▶ **EXERCISE PROMPT**
The data below should be repeated exactly and in full.

(Collected data entries)
::::
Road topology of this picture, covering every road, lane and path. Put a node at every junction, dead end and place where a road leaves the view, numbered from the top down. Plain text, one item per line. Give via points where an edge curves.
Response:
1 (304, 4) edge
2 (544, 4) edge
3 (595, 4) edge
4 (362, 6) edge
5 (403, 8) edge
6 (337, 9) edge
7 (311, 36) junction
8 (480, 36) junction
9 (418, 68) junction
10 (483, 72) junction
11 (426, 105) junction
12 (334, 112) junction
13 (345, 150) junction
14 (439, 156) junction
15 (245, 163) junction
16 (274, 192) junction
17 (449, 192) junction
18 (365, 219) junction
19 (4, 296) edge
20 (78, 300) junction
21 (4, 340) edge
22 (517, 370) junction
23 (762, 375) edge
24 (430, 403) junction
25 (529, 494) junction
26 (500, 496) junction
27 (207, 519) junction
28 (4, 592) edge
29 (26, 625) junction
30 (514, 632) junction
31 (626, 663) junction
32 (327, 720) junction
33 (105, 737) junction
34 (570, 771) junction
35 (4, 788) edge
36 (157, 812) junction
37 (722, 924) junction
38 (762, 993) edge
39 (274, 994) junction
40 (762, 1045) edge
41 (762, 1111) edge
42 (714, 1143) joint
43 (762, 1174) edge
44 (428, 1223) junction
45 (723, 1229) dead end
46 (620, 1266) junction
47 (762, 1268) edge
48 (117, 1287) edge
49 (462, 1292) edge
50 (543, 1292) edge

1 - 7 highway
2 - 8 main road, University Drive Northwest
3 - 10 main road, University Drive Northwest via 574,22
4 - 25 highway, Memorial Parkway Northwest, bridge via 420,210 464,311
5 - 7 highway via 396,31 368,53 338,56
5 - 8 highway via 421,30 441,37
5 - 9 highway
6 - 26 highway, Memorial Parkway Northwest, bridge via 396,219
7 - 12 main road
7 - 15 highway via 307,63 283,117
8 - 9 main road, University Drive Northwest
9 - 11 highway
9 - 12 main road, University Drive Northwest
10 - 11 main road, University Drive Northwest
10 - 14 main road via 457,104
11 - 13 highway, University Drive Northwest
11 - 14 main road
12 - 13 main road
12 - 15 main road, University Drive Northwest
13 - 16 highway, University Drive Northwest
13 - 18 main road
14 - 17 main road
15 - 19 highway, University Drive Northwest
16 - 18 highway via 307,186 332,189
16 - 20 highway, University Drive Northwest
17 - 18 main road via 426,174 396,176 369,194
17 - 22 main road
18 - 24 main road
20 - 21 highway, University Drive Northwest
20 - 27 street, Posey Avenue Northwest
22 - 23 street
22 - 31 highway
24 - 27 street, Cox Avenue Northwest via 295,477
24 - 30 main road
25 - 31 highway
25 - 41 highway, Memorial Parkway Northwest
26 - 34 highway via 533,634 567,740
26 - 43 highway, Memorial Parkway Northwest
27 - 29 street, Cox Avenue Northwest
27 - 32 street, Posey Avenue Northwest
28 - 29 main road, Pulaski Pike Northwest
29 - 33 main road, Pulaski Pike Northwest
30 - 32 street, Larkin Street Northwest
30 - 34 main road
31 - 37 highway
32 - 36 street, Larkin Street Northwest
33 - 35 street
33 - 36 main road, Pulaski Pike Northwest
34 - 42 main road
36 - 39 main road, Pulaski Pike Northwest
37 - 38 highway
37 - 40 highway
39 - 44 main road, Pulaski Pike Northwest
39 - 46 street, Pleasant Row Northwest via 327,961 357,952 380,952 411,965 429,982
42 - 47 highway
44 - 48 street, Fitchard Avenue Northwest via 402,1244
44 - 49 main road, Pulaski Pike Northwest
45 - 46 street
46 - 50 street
::::
▶ **WRITTEN SOLUTION**
Road topology of this picture, covering every road, lane and path. Put a node at every junction, dead end and place where a road leaves the view, numbered from the top down. Plain text, one item per line. Give via points where an edge curves.
Response:
1 (304, 4) edge
2 (544, 4) edge
3 (595, 4) edge
4 (362, 6) edge
5 (403, 8) edge
6 (337, 9) edge
7 (311, 36) junction
8 (480, 36) junction
9 (418, 68) junction
10 (483, 72) junction
11 (426, 105) junction
12 (334, 112) junction
13 (345, 150) junction
14 (439, 156) junction
15 (245, 163) junction
16 (274, 192) junction
17 (449, 192) junction
18 (365, 219) junction
19 (4, 296) edge
20 (78, 300) junction
21 (4, 340) edge
22 (517, 370) junction
23 (762, 375) edge
24 (430, 403) junction
25 (529, 494) junction
26 (500, 496) junction
27 (207, 519) junction
28 (4, 592) edge
29 (26, 625) junction
30 (514, 632) junction
31 (626, 663) junction
32 (327, 720) junction
33 (105, 737) junction
34 (570, 771) junction
35 (4, 788) edge
36 (157, 812) junction
37 (722, 924) junction
38 (762, 993) edge
39 (274, 994) junction
40 (762, 1045) edge
41 (762, 1111) edge
42 (714, 1143) joint
43 (762, 1174) edge
44 (428, 1223) junction
45 (723, 1229) dead end
46 (620, 1266) junction
47 (762, 1268) edge
48 (117, 1287) edge
49 (462, 1292) edge
50 (543, 1292) edge

1 - 7 highway
2 - 8 main road, University Drive Northwest
3 - 10 main road, University Drive Northwest via 574,22
4 - 25 highway, Memorial Parkway Northwest, bridge via 420,210 464,311
5 - 7 highway via 396,31 368,53 338,56
5 - 8 highway via 421,30 441,37
5 - 9 highway
6 - 26 highway, Memorial Parkway Northwest, bridge via 396,219
7 - 12 main road
7 - 15 highway via 307,63 283,117
8 - 9 main road, University Drive Northwest
9 - 11 highway
9 - 12 main road, University Drive Northwest
10 - 11 main road, University Drive Northwest
10 - 14 main road via 457,104
11 - 13 highway, University Drive Northwest
11 - 14 main road
12 - 13 main road
12 - 15 main road, University Drive Northwest
13 - 16 highway, University Drive Northwest
13 - 18 main road
14 - 17 main road
15 - 19 highway, University Drive Northwest
16 - 18 highway via 307,186 332,189
16 - 20 highway, University Drive Northwest
17 - 18 main road via 426,174 396,176 369,194
17 - 22 main road
18 - 24 main road
20 - 21 highway, University Drive Northwest
20 - 27 street, Posey Avenue Northwest
22 - 23 street
22 - 31 highway
24 - 27 street, Cox Avenue Northwest via 295,477
24 - 30 main road
25 - 31 highway
25 - 41 highway, Memorial Parkway Northwest
26 - 34 highway via 533,634 567,740
26 - 43 highway, Memorial Parkway Northwest
27 - 29 street, Cox Avenue Northwest
27 - 32 street, Posey Avenue Northwest
28 - 29 main road, Pulaski Pike Northwest
29 - 33 main road, Pulaski Pike Northwest
30 - 32 street, Larkin Street Northwest
30 - 34 main road
31 - 37 highway
32 - 36 street, Larkin Street Northwest
33 - 35 street
33 - 36 main road, Pulaski Pike Northwest
34 - 42 main road
36 - 39 main road, Pulaski Pike Northwest
37 - 38 highway
37 - 40 highway
39 - 44 main road, Pulaski Pike Northwest
39 - 46 street, Pleasant Row Northwest via 327,961 357,952 380,952 411,965 429,982
42 - 47 highway
44 - 48 street, Fitchard Avenue Northwest via 402,1244
44 - 49 main road, Pulaski Pike Northwest
45 - 46 street
46 - 50 street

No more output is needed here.